Stored items:
┄┄┄┄┄┄

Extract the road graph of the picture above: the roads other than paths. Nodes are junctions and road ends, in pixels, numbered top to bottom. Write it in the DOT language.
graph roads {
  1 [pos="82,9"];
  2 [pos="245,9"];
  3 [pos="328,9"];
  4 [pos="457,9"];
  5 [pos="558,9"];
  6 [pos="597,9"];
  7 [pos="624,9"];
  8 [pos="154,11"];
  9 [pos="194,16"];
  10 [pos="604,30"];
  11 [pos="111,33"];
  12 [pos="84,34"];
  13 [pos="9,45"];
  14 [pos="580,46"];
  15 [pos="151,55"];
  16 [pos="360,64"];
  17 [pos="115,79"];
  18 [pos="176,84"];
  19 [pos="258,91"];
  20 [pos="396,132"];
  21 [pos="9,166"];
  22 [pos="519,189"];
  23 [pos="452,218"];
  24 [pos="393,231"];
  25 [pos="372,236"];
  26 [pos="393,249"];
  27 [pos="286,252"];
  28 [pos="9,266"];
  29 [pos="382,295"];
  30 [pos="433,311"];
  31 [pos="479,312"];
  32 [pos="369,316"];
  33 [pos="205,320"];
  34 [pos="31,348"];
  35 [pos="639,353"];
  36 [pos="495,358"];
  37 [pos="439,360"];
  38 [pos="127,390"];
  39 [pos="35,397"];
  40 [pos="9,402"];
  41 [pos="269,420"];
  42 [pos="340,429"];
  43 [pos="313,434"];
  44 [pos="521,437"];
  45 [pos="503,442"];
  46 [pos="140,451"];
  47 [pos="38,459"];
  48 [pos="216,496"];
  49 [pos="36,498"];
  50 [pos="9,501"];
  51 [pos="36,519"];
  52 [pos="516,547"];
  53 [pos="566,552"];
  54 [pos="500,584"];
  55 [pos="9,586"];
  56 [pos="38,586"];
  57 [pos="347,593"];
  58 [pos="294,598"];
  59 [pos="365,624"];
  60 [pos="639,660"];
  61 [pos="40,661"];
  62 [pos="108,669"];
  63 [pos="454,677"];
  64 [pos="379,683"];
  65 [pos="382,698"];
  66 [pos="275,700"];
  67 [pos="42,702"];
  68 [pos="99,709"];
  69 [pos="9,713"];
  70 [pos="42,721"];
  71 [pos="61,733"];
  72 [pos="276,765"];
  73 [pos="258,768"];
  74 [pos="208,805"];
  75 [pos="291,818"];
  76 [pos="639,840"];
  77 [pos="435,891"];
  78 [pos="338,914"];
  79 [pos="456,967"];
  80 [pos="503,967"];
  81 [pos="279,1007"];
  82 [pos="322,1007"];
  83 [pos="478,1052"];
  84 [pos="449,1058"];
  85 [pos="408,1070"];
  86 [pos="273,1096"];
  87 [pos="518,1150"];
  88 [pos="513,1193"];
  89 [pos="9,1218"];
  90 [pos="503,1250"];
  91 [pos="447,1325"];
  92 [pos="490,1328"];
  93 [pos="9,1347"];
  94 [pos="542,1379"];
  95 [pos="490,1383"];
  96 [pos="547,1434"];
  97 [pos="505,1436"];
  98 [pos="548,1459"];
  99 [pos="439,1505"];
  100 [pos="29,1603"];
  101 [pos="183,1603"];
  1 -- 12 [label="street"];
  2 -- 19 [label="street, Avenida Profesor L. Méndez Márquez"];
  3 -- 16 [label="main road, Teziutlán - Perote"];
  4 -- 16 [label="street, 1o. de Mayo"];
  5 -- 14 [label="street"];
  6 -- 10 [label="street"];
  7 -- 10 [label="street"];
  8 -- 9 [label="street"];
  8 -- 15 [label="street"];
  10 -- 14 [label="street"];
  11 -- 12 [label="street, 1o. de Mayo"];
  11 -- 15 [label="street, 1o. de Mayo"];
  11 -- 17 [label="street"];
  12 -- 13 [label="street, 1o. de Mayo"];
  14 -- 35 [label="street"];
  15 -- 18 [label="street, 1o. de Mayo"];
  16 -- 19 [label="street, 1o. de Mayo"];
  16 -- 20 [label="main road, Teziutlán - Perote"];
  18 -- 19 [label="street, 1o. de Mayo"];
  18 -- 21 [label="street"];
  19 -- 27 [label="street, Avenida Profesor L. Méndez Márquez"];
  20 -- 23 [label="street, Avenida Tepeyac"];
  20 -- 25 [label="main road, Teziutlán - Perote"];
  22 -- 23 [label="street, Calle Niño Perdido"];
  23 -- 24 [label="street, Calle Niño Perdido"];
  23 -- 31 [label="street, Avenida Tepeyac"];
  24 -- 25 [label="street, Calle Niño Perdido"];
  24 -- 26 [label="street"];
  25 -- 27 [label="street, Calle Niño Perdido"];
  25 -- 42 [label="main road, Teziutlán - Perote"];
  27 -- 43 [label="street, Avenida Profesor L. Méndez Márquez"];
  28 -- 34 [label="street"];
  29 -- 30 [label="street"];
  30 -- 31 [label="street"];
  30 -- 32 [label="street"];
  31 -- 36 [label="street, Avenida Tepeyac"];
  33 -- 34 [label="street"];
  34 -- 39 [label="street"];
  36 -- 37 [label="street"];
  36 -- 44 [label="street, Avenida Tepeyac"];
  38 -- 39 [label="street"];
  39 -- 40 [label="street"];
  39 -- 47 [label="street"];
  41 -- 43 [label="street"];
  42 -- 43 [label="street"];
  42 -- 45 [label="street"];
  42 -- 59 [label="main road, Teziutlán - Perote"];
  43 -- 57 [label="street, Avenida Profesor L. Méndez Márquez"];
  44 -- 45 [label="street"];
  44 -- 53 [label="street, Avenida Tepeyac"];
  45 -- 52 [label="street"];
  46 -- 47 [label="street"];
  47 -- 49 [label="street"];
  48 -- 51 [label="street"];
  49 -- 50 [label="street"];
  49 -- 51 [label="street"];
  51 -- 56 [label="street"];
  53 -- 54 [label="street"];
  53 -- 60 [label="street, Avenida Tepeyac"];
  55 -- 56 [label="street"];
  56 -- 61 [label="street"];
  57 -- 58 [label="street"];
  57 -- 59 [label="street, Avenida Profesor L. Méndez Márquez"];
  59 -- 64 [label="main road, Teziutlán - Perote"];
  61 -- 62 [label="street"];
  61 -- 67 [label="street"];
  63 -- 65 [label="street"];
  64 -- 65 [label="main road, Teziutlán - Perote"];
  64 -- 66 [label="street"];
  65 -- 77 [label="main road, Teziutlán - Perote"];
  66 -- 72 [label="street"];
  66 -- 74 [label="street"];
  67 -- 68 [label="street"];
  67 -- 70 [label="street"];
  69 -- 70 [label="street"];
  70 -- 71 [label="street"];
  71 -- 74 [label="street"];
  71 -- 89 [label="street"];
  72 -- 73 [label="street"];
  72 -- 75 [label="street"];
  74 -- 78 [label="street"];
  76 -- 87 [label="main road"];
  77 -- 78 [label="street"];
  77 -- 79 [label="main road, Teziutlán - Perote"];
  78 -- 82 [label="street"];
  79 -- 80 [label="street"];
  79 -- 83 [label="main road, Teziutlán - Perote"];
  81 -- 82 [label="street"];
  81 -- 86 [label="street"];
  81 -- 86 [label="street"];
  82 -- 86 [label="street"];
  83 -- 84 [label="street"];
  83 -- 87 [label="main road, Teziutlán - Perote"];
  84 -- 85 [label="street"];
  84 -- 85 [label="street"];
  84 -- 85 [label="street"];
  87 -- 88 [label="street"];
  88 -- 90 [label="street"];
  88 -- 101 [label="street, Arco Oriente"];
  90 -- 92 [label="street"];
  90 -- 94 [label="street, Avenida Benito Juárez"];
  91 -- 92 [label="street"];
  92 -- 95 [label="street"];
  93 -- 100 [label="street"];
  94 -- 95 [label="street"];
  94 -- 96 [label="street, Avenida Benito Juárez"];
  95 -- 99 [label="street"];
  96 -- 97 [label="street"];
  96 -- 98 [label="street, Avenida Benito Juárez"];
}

┄┄┄┄┄┄

#### [YOUR ASSIGNMENT]
Restate each line of the records above without any deviation.

#### [YOUR SOLUTION]
Extract the road graph of the picture above: the roads other than paths. Nodes are junctions and road ends, in pixels, numbered top to bottom. Write it in the DOT language.
graph roads {
  1 [pos="82,9"];
  2 [pos="245,9"];
  3 [pos="328,9"];
  4 [pos="457,9"];
  5 [pos="558,9"];
  6 [pos="597,9"];
  7 [pos="624,9"];
  8 [pos="154,11"];
  9 [pos="194,16"];
  10 [pos="604,30"];
  11 [pos="111,33"];
  12 [pos="84,34"];
  13 [pos="9,45"];
  14 [pos="580,46"];
  15 [pos="151,55"];
  16 [pos="360,64"];
  17 [pos="115,79"];
  18 [pos="176,84"];
  19 [pos="258,91"];
  20 [pos="396,132"];
  21 [pos="9,166"];
  22 [pos="519,189"];
  23 [pos="452,218"];
  24 [pos="393,231"];
  25 [pos="372,236"];
  26 [pos="393,249"];
  27 [pos="286,252"];
  28 [pos="9,266"];
  29 [pos="382,295"];
  30 [pos="433,311"];
  31 [pos="479,312"];
  32 [pos="369,316"];
  33 [pos="205,320"];
  34 [pos="31,348"];
  35 [pos="639,353"];
  36 [pos="495,358"];
  37 [pos="439,360"];
  38 [pos="127,390"];
  39 [pos="35,397"];
  40 [pos="9,402"];
  41 [pos="269,420"];
  42 [pos="340,429"];
  43 [pos="313,434"];
  44 [pos="521,437"];
  45 [pos="503,442"];
  46 [pos="140,451"];
  47 [pos="38,459"];
  48 [pos="216,496"];
  49 [pos="36,498"];
  50 [pos="9,501"];
  51 [pos="36,519"];
  52 [pos="516,547"];
  53 [pos="566,552"];
  54 [pos="500,584"];
  55 [pos="9,586"];
  56 [pos="38,586"];
  57 [pos="347,593"];
  58 [pos="294,598"];
  59 [pos="365,624"];
  60 [pos="639,660"];
  61 [pos="40,661"];
  62 [pos="108,669"];
  63 [pos="454,677"];
  64 [pos="379,683"];
  65 [pos="382,698"];
  66 [pos="275,700"];
  67 [pos="42,702"];
  68 [pos="99,709"];
  69 [pos="9,713"];
  70 [pos="42,721"];
  71 [pos="61,733"];
  72 [pos="276,765"];
  73 [pos="258,768"];
  74 [pos="208,805"];
  75 [pos="291,818"];
  76 [pos="639,840"];
  77 [pos="435,891"];
  78 [pos="338,914"];
  79 [pos="456,967"];
  80 [pos="503,967"];
  81 [pos="279,1007"];
  82 [pos="322,1007"];
  83 [pos="478,1052"];
  84 [pos="449,1058"];
  85 [pos="408,1070"];
  86 [pos="273,1096"];
  87 [pos="518,1150"];
  88 [pos="513,1193"];
  89 [pos="9,1218"];
  90 [pos="503,1250"];
  91 [pos="447,1325"];
  92 [pos="490,1328"];
  93 [pos="9,1347"];
  94 [pos="542,1379"];
  95 [pos="490,1383"];
  96 [pos="547,1434"];
  97 [pos="505,1436"];
  98 [pos="548,1459"];
  99 [pos="439,1505"];
  100 [pos="29,1603"];
  101 [pos="183,1603"];
  1 -- 12 [label="street"];
  2 -- 19 [label="street, Avenida Profesor L. Méndez Márquez"];
  3 -- 16 [label="main road, Teziutlán - Perote"];
  4 -- 16 [label="street, 1o. de Mayo"];
  5 -- 14 [label="street"];
  6 -- 10 [label="street"];
  7 -- 10 [label="street"];
  8 -- 9 [label="street"];
  8 -- 15 [label="street"];
  10 -- 14 [label="street"];
  11 -- 12 [label="street, 1o. de Mayo"];
  11 -- 15 [label="street, 1o. de Mayo"];
  11 -- 17 [label="street"];
  12 -- 13 [label="street, 1o. de Mayo"];
  14 -- 35 [label="street"];
  15 -- 18 [label="street, 1o. de Mayo"];
  16 -- 19 [label="street, 1o. de Mayo"];
  16 -- 20 [label="main road, Teziutlán - Perote"];
  18 -- 19 [label="street, 1o. de Mayo"];
  18 -- 21 [label="street"];
  19 -- 27 [label="street, Avenida Profesor L. Méndez Márquez"];
  20 -- 23 [label="street, Avenida Tepeyac"];
  20 -- 25 [label="main road, Teziutlán - Perote"];
  22 -- 23 [label="street, Calle Niño Perdido"];
  23 -- 24 [label="street, Calle Niño Perdido"];
  23 -- 31 [label="street, Avenida Tepeyac"];
  24 -- 25 [label="street, Calle Niño Perdido"];
  24 -- 26 [label="street"];
  25 -- 27 [label="street, Calle Niño Perdido"];
  25 -- 42 [label="main road, Teziutlán - Perote"];
  27 -- 43 [label="street, Avenida Profesor L. Méndez Márquez"];
  28 -- 34 [label="street"];
  29 -- 30 [label="street"];
  30 -- 31 [label="street"];
  30 -- 32 [label="street"];
  31 -- 36 [label="street, Avenida Tepeyac"];
  33 -- 34 [label="street"];
  34 -- 39 [label="street"];
  36 -- 37 [label="street"];
  36 -- 44 [label="street, Avenida Tepeyac"];
  38 -- 39 [label="street"];
  39 -- 40 [label="street"];
  39 -- 47 [label="street"];
  41 -- 43 [label="street"];
  42 -- 43 [label="street"];
  42 -- 45 [label="street"];
  42 -- 59 [label="main road, Teziutlán - Perote"];
  43 -- 57 [label="street, Avenida Profesor L. Méndez Márquez"];
  44 -- 45 [label="street"];
  44 -- 53 [label="street, Avenida Tepeyac"];
  45 -- 52 [label="street"];
  46 -- 47 [label="street"];
  47 -- 49 [label="street"];
  48 -- 51 [label="street"];
  49 -- 50 [label="street"];
  49 -- 51 [label="street"];
  51 -- 56 [label="street"];
  53 -- 54 [label="street"];
  53 -- 60 [label="street, Avenida Tepeyac"];
  55 -- 56 [label="street"];
  56 -- 61 [label="street"];
  57 -- 58 [label="street"];
  57 -- 59 [label="street, Avenida Profesor L. Méndez Márquez"];
  59 -- 64 [label="main road, Teziutlán - Perote"];
  61 -- 62 [label="street"];
  61 -- 67 [label="street"];
  63 -- 65 [label="street"];
  64 -- 65 [label="main road, Teziutlán - Perote"];
  64 -- 66 [label="street"];
  65 -- 77 [label="main road, Teziutlán - Perote"];
  66 -- 72 [label="street"];
  66 -- 74 [label="street"];
  67 -- 68 [label="street"];
  67 -- 70 [label="street"];
  69 -- 70 [label="street"];
  70 -- 71 [label="street"];
  71 -- 74 [label="street"];
  71 -- 89 [label="street"];
  72 -- 73 [label="street"];
  72 -- 75 [label="street"];
  74 -- 78 [label="street"];
  76 -- 87 [label="main road"];
  77 -- 78 [label="street"];
  77 -- 79 [label="main road, Teziutlán - Perote"];
  78 -- 82 [label="street"];
  79 -- 80 [label="street"];
  79 -- 83 [label="main road, Teziutlán - Perote"];
  81 -- 82 [label="street"];
  81 -- 86 [label="street"];
  81 -- 86 [label="street"];
  82 -- 86 [label="street"];
  83 -- 84 [label="street"];
  83 -- 87 [label="main road, Teziutlán - Perote"];
  84 -- 85 [label="street"];
  84 -- 85 [label="street"];
  84 -- 85 [label="street"];
  87 -- 88 [label="street"];
  88 -- 90 [label="street"];
  88 -- 101 [label="street, Arco Oriente"];
  90 -- 92 [label="street"];
  90 -- 94 [label="street, Avenida Benito Juárez"];
  91 -- 92 [label="street"];
  92 -- 95 [label="street"];
  93 -- 100 [label="street"];
  94 -- 95 [label="street"];
  94 -- 96 [label="street, Avenida Benito Juárez"];
  95 -- 99 [label="street"];
  96 -- 97 [label="street"];
  96 -- 98 [label="street, Avenida Benito Juárez"];
}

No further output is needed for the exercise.